Records shown
○ ○ ○ ○

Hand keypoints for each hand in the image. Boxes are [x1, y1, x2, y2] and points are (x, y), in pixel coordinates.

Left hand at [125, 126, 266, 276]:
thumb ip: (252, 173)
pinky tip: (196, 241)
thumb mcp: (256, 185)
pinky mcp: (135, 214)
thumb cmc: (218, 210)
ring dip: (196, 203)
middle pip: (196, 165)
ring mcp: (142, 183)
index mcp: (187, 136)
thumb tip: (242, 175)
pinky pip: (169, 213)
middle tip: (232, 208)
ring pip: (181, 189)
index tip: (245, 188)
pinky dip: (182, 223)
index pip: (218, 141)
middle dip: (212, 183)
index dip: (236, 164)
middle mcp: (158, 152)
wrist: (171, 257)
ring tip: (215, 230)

○ ○ ○ ○

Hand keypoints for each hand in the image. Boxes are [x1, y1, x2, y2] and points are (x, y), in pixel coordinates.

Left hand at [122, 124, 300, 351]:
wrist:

○ ○ ○ ○

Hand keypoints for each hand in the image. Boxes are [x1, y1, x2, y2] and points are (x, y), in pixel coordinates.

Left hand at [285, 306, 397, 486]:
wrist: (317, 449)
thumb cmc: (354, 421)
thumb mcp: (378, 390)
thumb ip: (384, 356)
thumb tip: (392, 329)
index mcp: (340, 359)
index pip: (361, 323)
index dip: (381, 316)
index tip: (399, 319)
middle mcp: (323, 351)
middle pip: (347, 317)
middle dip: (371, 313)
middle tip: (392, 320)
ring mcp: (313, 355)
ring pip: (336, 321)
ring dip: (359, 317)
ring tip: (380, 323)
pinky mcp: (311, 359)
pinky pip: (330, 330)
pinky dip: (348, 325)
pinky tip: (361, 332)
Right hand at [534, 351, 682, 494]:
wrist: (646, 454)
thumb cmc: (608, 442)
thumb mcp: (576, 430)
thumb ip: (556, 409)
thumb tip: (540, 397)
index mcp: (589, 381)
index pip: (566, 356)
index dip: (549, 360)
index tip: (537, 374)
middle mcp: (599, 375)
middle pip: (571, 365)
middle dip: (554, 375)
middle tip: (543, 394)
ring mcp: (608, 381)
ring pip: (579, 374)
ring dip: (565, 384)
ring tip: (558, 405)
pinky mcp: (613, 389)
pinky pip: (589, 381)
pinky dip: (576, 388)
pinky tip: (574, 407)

○ ○ ○ ○

Task statement
What is asked for is an exact copy of the lines above from the one containing "thumb ip: (384, 356)" through the one containing "index pip: (566, 356)", and only those.

Task solution
thumb ip: (384, 356)
thumb tip: (392, 329)
index mcp: (340, 359)
index pip: (361, 323)
index dip: (381, 316)
index tip: (399, 319)
middle mcp: (323, 351)
middle pip: (347, 317)
middle dip: (371, 313)
middle tip: (392, 320)
ring mcp: (313, 355)
ring pip: (336, 321)
ring dip: (359, 317)
ring tip: (380, 323)
pinky mcp: (311, 359)
pinky pip: (330, 330)
pinky dip: (348, 325)
pinky tip: (361, 332)
Right hand at [534, 351, 682, 494]:
wrist: (646, 454)
thumb cmc: (608, 442)
thumb mcp: (576, 430)
thumb ip: (556, 409)
thumb tip: (540, 397)
index mcp: (589, 381)
index pip: (566, 356)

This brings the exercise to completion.